Вероятно, вышеприведенные рассуждения и иллюстрации к ним затемняют те немногие положения, которые еще оставались ясными и однозначными в области перевода, где и без того достаточно трудных вопросов и амбивалентных ответов. Однако именно эта, не имеющая явственных очертаний условная зона между подлинником и переводом и есть поле взаимодействия двух культур, та сфера, где культура-источник проецируется на культуру-цель. И по-видимому, всякий раз при переводе облик и краски такой проекции в конечном счете определяются состоянием культуры-цели.
В XX в. литературоведение претерпевало различные методологические превращения, сближаясь то с лингвистикой и математикой, то с социологией и психологией, то с мифологией и религиоведением, то, наконец, с философией (хотя с точки зрения классической философии ее современное состояние, по-видимому, надо считать посмертным). Здесь я хочу сделать попытку рассмотрения некоторых фактов из истории перевода японской поэзии на русский язык с позиций того литературоведения, которое ближе всего к комплексному рассмотрению проблем культуры.
Итак, история перевода японской лирики в России начинается в XX в., по-видимому, на волне общего интереса к Японии, подстегнутого отчасти и Русско-японской войной (которая была варварской, но первой разновидностью контакта между этими двумя культурами в Новое время). Речь идет именно о так называемом художественном переводе, потому что, в принципе, японские поэтические тексты передавались на русский язык и раньше — в ознакомительных, так сказать, целях, кроме того, в основном — через западные языки.

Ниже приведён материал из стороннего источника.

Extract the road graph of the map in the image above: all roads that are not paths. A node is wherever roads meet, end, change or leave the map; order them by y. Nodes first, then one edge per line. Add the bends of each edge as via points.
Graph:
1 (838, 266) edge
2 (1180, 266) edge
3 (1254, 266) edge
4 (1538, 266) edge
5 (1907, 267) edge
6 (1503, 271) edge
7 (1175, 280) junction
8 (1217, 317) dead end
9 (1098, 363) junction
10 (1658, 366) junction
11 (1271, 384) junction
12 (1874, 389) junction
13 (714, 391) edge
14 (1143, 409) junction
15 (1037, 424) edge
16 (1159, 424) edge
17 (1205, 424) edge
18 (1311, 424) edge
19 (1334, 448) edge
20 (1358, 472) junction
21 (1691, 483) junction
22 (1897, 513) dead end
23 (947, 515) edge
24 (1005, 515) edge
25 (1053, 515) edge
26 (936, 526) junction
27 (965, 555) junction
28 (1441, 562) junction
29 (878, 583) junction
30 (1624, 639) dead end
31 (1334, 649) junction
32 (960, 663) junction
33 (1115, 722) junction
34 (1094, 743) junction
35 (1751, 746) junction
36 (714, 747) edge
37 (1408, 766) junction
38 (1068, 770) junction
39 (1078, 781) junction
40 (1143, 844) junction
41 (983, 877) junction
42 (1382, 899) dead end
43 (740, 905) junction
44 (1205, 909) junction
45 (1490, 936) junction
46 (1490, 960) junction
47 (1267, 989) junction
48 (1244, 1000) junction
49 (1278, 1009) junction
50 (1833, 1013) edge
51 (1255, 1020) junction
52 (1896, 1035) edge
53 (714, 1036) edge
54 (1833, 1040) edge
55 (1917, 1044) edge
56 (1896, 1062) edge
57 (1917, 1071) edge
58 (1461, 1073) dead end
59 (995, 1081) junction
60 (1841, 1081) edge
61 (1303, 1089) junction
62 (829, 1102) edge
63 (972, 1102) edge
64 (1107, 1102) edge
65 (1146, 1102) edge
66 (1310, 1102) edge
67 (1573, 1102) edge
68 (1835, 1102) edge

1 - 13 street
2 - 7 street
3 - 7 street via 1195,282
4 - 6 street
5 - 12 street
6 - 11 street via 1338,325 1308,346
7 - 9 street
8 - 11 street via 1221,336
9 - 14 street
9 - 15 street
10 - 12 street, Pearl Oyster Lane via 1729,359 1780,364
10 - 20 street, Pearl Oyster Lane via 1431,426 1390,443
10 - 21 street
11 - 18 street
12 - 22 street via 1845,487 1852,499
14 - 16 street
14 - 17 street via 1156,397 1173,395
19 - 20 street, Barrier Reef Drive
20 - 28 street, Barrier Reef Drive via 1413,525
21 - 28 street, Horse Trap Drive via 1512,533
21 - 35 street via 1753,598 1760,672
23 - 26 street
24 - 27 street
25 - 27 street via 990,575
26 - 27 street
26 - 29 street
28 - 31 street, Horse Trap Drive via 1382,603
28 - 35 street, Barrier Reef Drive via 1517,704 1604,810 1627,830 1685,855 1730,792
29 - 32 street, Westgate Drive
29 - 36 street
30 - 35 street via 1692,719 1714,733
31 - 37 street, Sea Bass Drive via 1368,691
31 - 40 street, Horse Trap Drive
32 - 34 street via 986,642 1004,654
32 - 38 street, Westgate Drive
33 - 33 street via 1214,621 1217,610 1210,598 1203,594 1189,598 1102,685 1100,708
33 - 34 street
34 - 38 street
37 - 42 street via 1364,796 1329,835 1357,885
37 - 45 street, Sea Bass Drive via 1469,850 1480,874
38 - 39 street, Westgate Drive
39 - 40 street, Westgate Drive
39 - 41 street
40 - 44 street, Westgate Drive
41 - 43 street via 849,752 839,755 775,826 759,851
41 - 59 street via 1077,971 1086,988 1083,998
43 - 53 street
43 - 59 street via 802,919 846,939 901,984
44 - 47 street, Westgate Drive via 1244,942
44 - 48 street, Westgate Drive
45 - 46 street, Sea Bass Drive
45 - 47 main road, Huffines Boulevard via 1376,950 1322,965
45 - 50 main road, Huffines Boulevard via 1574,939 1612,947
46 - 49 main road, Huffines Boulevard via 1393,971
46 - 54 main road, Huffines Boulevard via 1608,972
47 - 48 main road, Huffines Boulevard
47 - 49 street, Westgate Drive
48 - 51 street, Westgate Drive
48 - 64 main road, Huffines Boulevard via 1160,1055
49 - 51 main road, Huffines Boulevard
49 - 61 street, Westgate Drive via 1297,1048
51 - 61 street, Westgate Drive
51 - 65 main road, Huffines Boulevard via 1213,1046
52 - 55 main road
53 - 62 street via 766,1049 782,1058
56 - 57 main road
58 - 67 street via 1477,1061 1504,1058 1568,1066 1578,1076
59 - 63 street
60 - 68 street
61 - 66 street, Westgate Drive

В. Маркова, выдающийся переводчик японской поэзии на русский язык, определивший тональность и строй японской поэзии в мире русской поэтической речи, спустя 60 лет после этого писала: «Географическая отдаленность и разрыв культурно-исторических связей делали Японию почти столь же непонятной для Европы, как если бы она была древней, исчезнувшей цивилизацией»[195]
.Первые переложения японской поэзии делались с западных языков — в предыдущей главе мы приводили более подробные сведения об этом. По западным переводам и исследованиям первые российские толкователи японской поэзии судили о ее складе, ритме, звучании. Все они, с точки зрения В.Н. Марковой, заблуждались чуть ли не по всем существенным и второстепенным пунктам, и переводы их представляли собой «или весьма слабые русские вирши, или никак не организованные и невнятные словеса». Однако они, говорит далее В. Маркова, привлекли внимание русских литераторов к японской поэзии.
В своем обзоре ранней стадии истории японских переводов В. Маркова пишет: «Японской лирикой заинтересовались такие мастера поэзии, как Брюсов и Бальмонт. Они сделали изящные переводы, но выстрелы оказались холостыми. Не хватило понимания японской поэзии… В 20-х годах дело изучения и перевода японской поэзии прочно перешло в руки японоведов-специалистов»[196]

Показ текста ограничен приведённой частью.